Results: The positive predictive values (PPV) and negative predictive values (NPV) of the GBRA are in the range of 70-80%. The relatively high odds ratio (approximately 3-5) and significant net reclassification index (NRI) scores comparing the GBRA to a version based on APOE and age alone support the value of the GBRA in risk prediction for MCI due to LOAD. Performance of the GBRA compares favorably with CSF and imaging (fMRI) biomarkers. In addition, the GBRA "high" and "low" AD-risk categorizations correlated well with pathological CSF biomarker levels, PET amyloid burden and neurocognitive scores.

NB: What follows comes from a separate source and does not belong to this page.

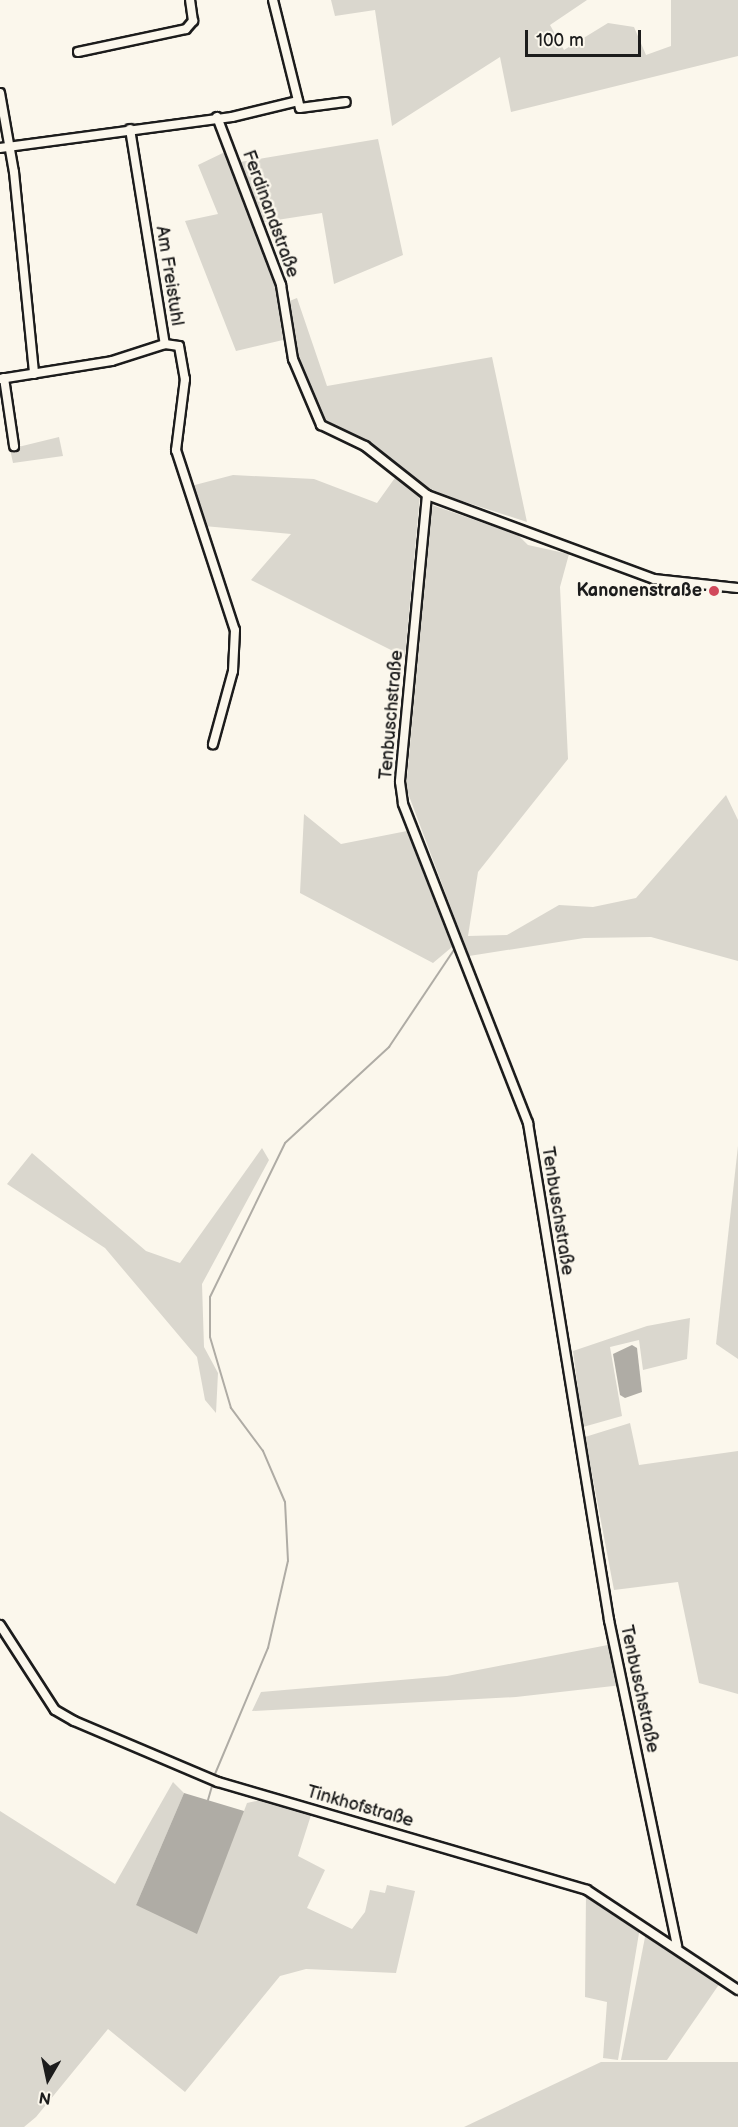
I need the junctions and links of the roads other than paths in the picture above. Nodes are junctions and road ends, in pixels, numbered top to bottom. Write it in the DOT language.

Conclusions: Unlike dynamic markers (i.e., imaging, protein or lipid markers) that may be influenced by factors unrelated to disease, genomic DNA is easily collected, stable, and the technical methods for measurement are robust, inexpensive, and widely available. The performance characteristics of the GBRA support its use as a pharmacogenetic enrichment tool for LOAD delay of onset clinical trials, and merits further evaluation for its clinical utility in evaluating therapeutic efficacy.

Fig. 1

GBRA AD-risk algorithm. Flowchart and Tables show the process for the generation of the risk assessment for MCI due to AD using the GBRA. Risk of high or low is assigned based on APOE genotype, TOMM40′523 genotype, and current age. Abbreviations: GBRA, genetics-based biomarker risk algorithm; AD, Alzheimer's disease; APOE, apolipoprotein E; TOMM40, translocase of outer mitochondrial membrane 40 homolog; MCI, mild cognitive impairment.

Fig. 2

Age at onset of cognitive impairment as a function of TOMM40′523 genotype in the Bryan-ADRC cohort. The curves represent the fit of a Kaplan-Meier survival analysis model to the data. The red line corresponds to APOE ε4/ε4; the two green lines correspond to APOE ε3/ε4, and the three blue lines correspond to APOE ε3/ε3. Adapted from Crenshaw et al. . Abbreviations: TOMM40, translocase of outer mitochondrial membrane 40 homolog; APOE, apolipoprotein E; VL, very long; S, short; L, long; Bryan-ADRC, Joseph and Kathleen Bryan, Alzheimer's Disease Research Center.

Fig. 3

Comparison of the performance of the full GBRA (age, APOE genotype, and TOMM40′523 genotype) with versions of the risk algorithm based on age alone, age and APOE ε4 carrier status, or APOE genotype and age. Abbreviations: GBRA, genetics-based biomarker risk algorithm; APOE, apolipoprotein E; Bryan-ADRC, Joseph and Kathleen Bryan, Alzheimer's Disease Research Center; ADNI, Alzheimer's Disease Neuroimaging Initiative.

Fig. 4

Comparative receiver operating curves for statistical models based on age, APOE genotype, and TOMM40′523 genotype. (A) Bryan-ADRC cohort and (B) ADNI cohort. Abbreviations: Bryan-ADRC, Joseph and Kathleen Bryan, Alzheimer's Disease Research Center; ADNI, Alzheimer's Disease Neuroimaging Initiative; APOE, apolipoprotein E.

Fig. 5

Age sensitivity of GBRA illustrates the relationship between sensitivity and specificity with age. Baseline corresponds to the algorithm as defined. All age-dependent thresholds were increased or decreased by 2 and 4 years and the resulting sensitivity and specificity were plotted. Abbreviations: GBRA, genetics-based biomarker risk algorithm; Bryan-ADRC, Joseph and Kathleen Bryan, Alzheimer's Disease Research Center; ADNI, Alzheimer's Disease Neuroimaging Initiative.

Fig. 6

Comparative performance of the GBRA, CSF (combination of amyloid β and tau), and fMRI biomarkers. Abbreviations: GBRA, genetics-based biomarker risk algorithm; CSF, cerebrospinal fluid; MRI, magnetic resonance imaging; HC, healthy control; fMRI, functional magnetic resonance imaging.